Ee moet al bestaan hebben voor het jaar 900, want in 1980 zijn er resten van grijs gekneed aardewerk gevonden, wat dateert uit die tijd. Blijkens een giftbrief aan het klooster 'Fulda' (Duitsland) in de 10e eeuw, bestond het dorp reeds onder de naam Édinwarfe.

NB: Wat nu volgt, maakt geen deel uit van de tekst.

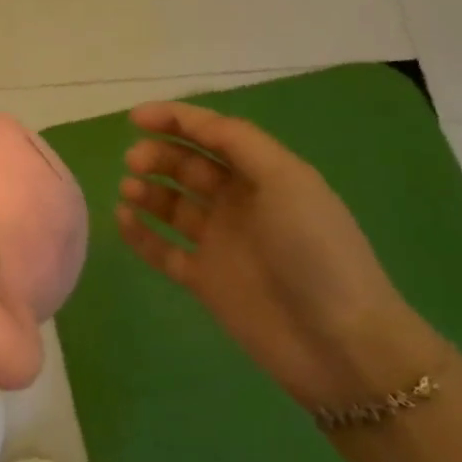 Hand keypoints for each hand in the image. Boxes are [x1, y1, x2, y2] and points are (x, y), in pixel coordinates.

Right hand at [115, 101, 443, 408]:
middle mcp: (240, 203)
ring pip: (171, 205)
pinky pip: (162, 249)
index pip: (212, 134)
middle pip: (188, 166)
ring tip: (129, 191)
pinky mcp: (204, 280)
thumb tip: (191, 123)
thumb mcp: (286, 180)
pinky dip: (139, 232)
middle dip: (158, 155)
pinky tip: (122, 219)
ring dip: (147, 190)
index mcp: (264, 175)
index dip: (175, 119)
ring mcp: (220, 243)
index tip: (135, 117)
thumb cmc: (315, 250)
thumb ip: (238, 142)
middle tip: (134, 161)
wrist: (340, 343) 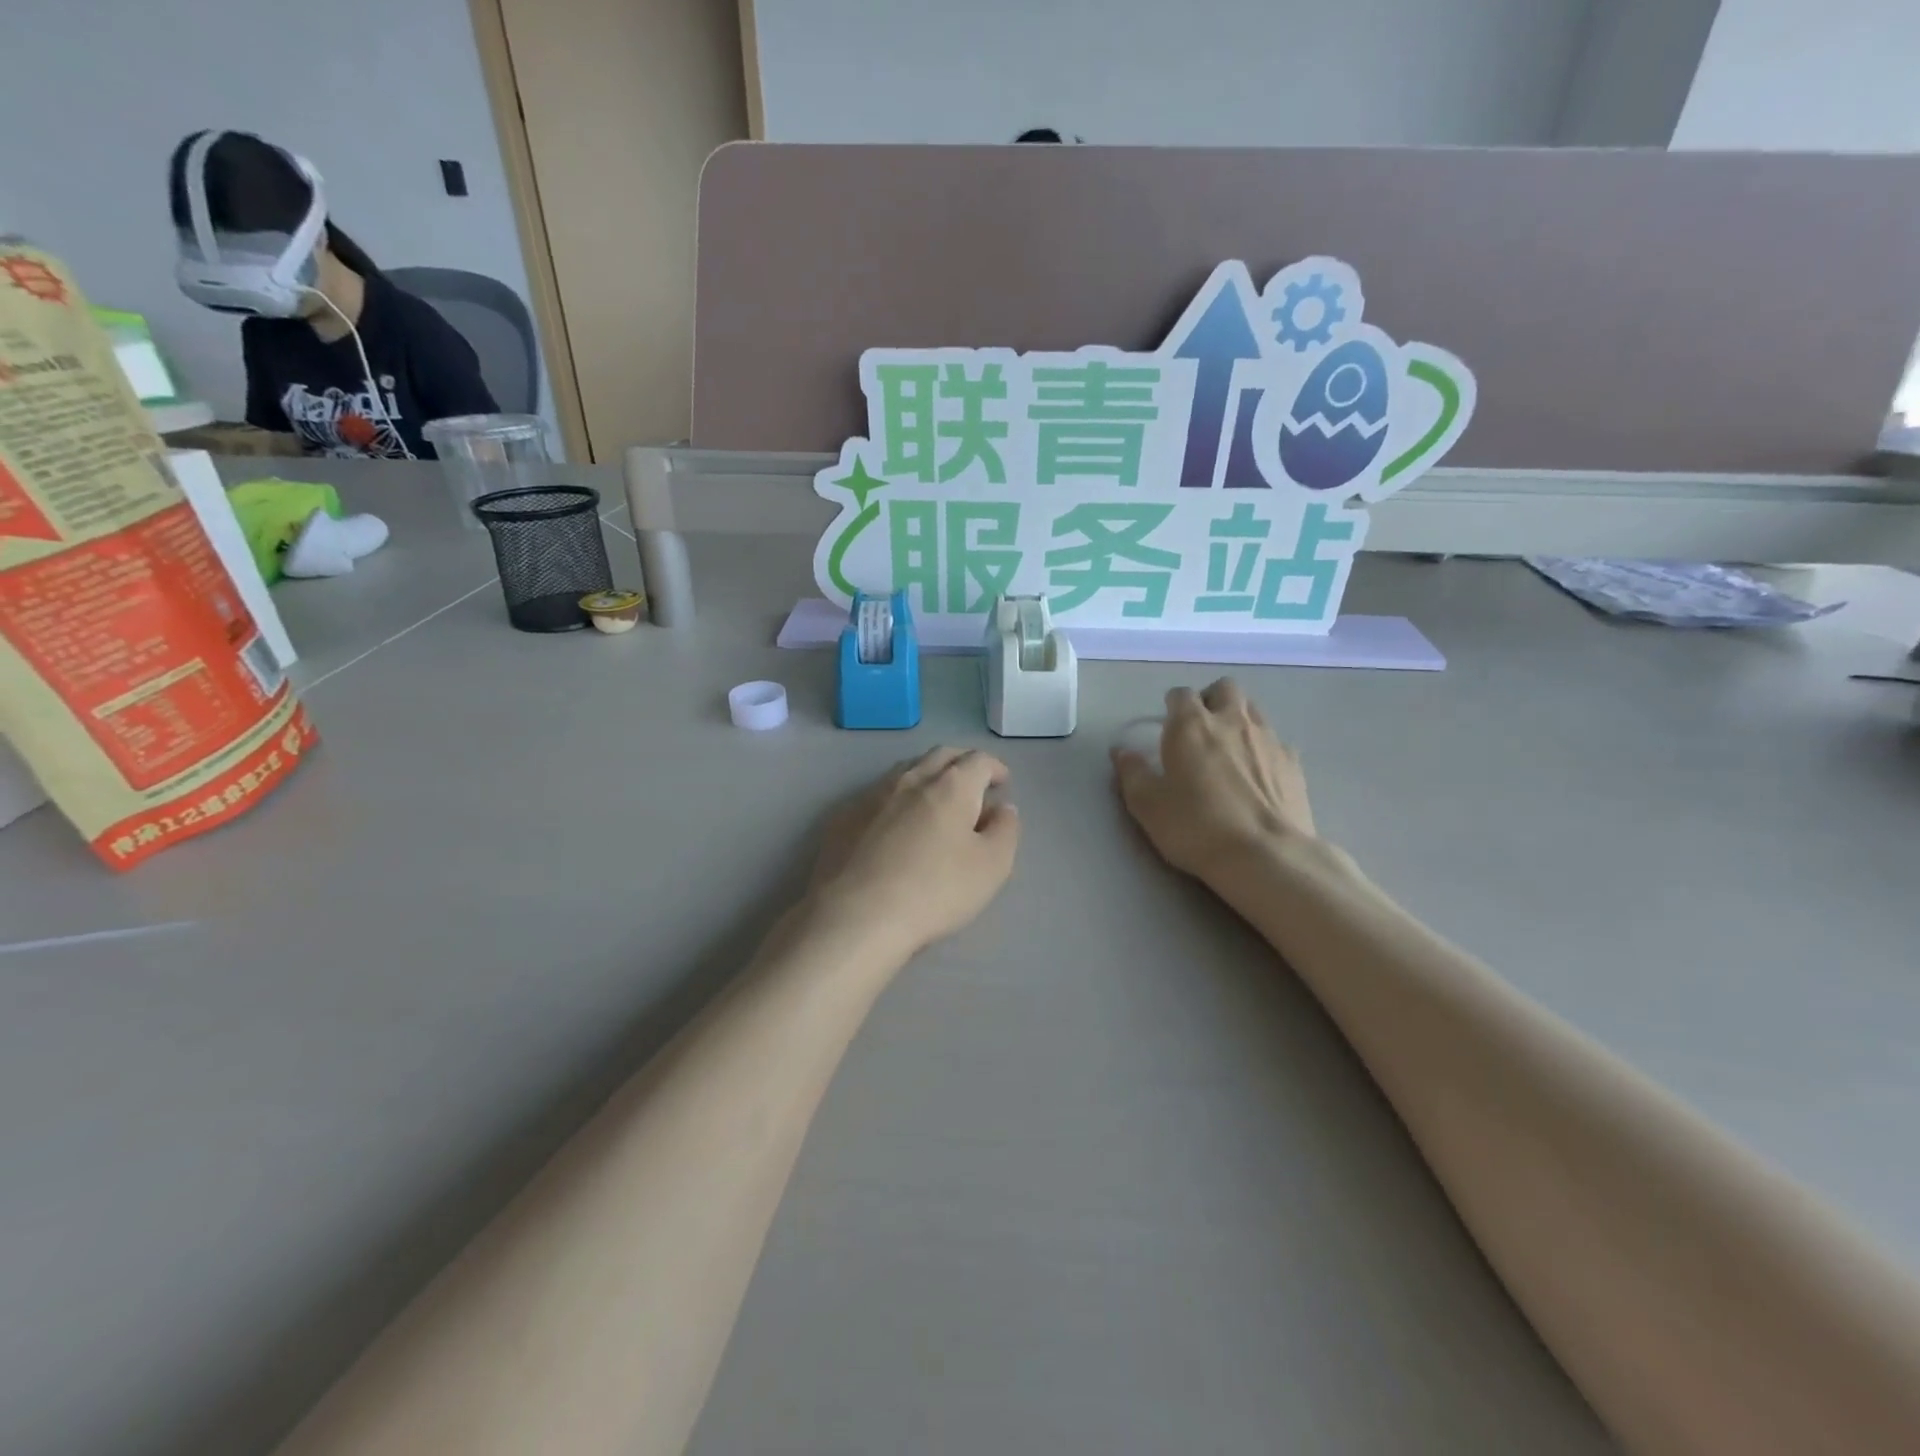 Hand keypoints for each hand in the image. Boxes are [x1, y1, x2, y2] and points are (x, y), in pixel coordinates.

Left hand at [810, 748, 1020, 957]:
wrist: (857, 915)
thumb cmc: (935, 890)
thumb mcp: (991, 866)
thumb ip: (1005, 830)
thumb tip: (1002, 808)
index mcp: (951, 786)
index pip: (979, 760)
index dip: (995, 768)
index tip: (1002, 782)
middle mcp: (911, 779)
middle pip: (941, 755)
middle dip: (963, 762)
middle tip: (973, 782)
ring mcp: (873, 795)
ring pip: (907, 769)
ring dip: (929, 774)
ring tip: (937, 796)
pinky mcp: (845, 816)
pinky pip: (879, 793)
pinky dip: (899, 796)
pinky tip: (897, 821)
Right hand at [1112, 679, 1315, 881]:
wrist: (1265, 855)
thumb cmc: (1195, 826)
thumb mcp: (1147, 804)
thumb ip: (1131, 772)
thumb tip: (1122, 751)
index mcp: (1191, 725)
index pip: (1181, 694)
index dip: (1172, 706)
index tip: (1167, 726)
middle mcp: (1232, 721)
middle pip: (1225, 688)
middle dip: (1211, 700)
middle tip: (1201, 728)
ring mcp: (1268, 739)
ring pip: (1253, 710)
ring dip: (1239, 720)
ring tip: (1229, 751)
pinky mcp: (1294, 763)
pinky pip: (1276, 742)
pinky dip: (1264, 750)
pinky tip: (1258, 776) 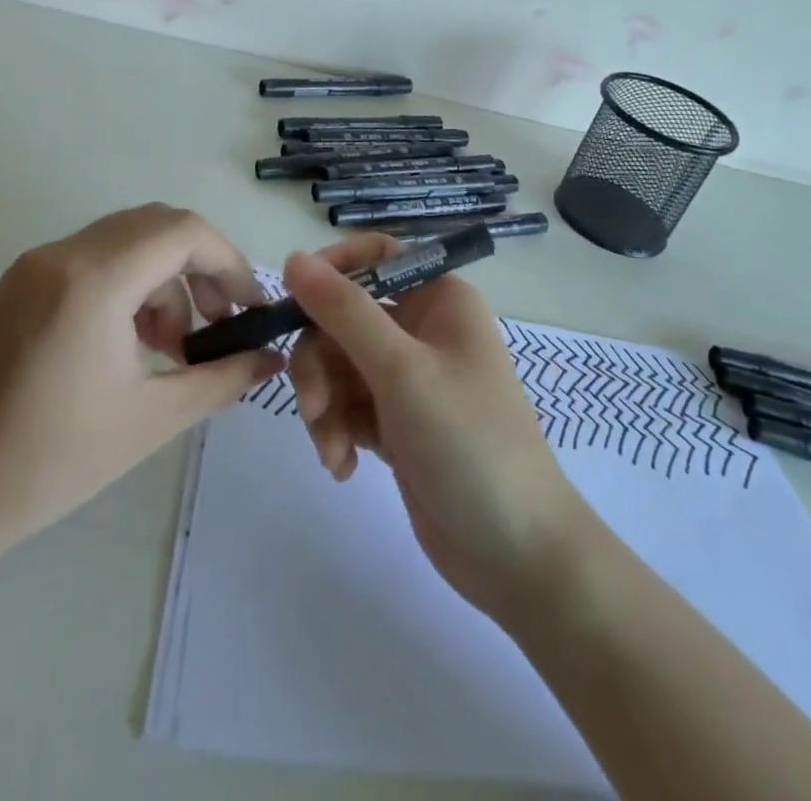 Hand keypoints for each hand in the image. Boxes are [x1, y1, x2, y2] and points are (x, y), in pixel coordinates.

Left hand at [0, 205, 283, 560]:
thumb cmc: (50, 461)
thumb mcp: (152, 419)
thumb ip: (222, 378)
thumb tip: (271, 358)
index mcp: (95, 279)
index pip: (185, 231)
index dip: (229, 262)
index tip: (249, 308)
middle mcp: (64, 253)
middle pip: (158, 226)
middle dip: (201, 268)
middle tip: (220, 324)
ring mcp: (36, 264)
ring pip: (127, 240)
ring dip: (165, 279)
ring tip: (175, 346)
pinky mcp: (21, 283)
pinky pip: (95, 260)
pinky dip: (130, 285)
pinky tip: (135, 342)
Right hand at [285, 237, 591, 621]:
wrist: (517, 554)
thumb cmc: (467, 442)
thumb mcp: (400, 369)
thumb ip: (343, 310)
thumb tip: (294, 257)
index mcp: (438, 298)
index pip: (376, 256)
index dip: (332, 269)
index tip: (293, 300)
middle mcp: (422, 328)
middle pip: (344, 316)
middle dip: (320, 361)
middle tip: (315, 404)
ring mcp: (408, 378)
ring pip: (338, 364)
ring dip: (324, 404)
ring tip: (333, 449)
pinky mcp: (396, 422)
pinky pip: (347, 405)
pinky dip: (337, 430)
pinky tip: (343, 466) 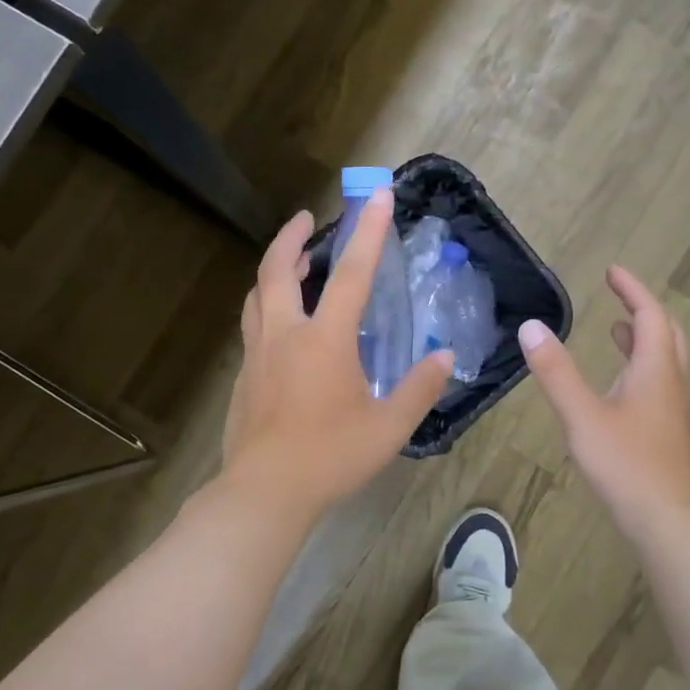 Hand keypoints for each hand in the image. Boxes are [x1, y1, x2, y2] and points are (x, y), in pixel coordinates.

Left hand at [221, 189, 453, 520]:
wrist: (264, 493)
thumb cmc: (331, 456)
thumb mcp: (388, 427)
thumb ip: (419, 388)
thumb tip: (444, 357)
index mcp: (324, 340)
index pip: (352, 274)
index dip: (368, 231)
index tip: (378, 196)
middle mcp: (285, 335)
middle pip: (278, 270)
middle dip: (292, 236)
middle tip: (308, 218)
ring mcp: (258, 355)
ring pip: (258, 295)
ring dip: (276, 270)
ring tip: (296, 264)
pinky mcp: (244, 376)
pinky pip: (254, 326)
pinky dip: (268, 306)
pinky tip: (284, 326)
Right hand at [518, 266, 689, 533]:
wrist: (669, 523)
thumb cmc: (626, 464)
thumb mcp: (581, 415)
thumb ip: (556, 371)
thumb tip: (531, 327)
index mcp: (654, 370)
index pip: (650, 315)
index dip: (632, 290)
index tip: (612, 271)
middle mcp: (671, 383)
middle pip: (666, 334)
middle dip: (643, 310)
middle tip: (618, 295)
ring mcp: (673, 411)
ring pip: (664, 361)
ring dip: (642, 339)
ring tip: (616, 330)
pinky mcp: (668, 434)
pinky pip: (658, 384)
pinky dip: (639, 367)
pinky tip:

Ee is een terpdorp (d.i. een kunstmatig opgehoogde woonheuvel), drie straten komen uit bij de kerk waaronder de drie "loanen": Lytse Loane, Greate Loane en Hege Loane. De kerk staat precies in het midden en vormt het centrum van het dorp. Het is een monument en moet rond 1250 gebouwd zijn. Het is een Romaans-Gotisch bouwwerk. Vlak naast de kerk, aan de Omgong, staat de Uniasate. Dit is een kop-hals-rompboerderij uit 1815, die fraaie pilasters in de achtermuur van het bedrijfsgedeelte heeft.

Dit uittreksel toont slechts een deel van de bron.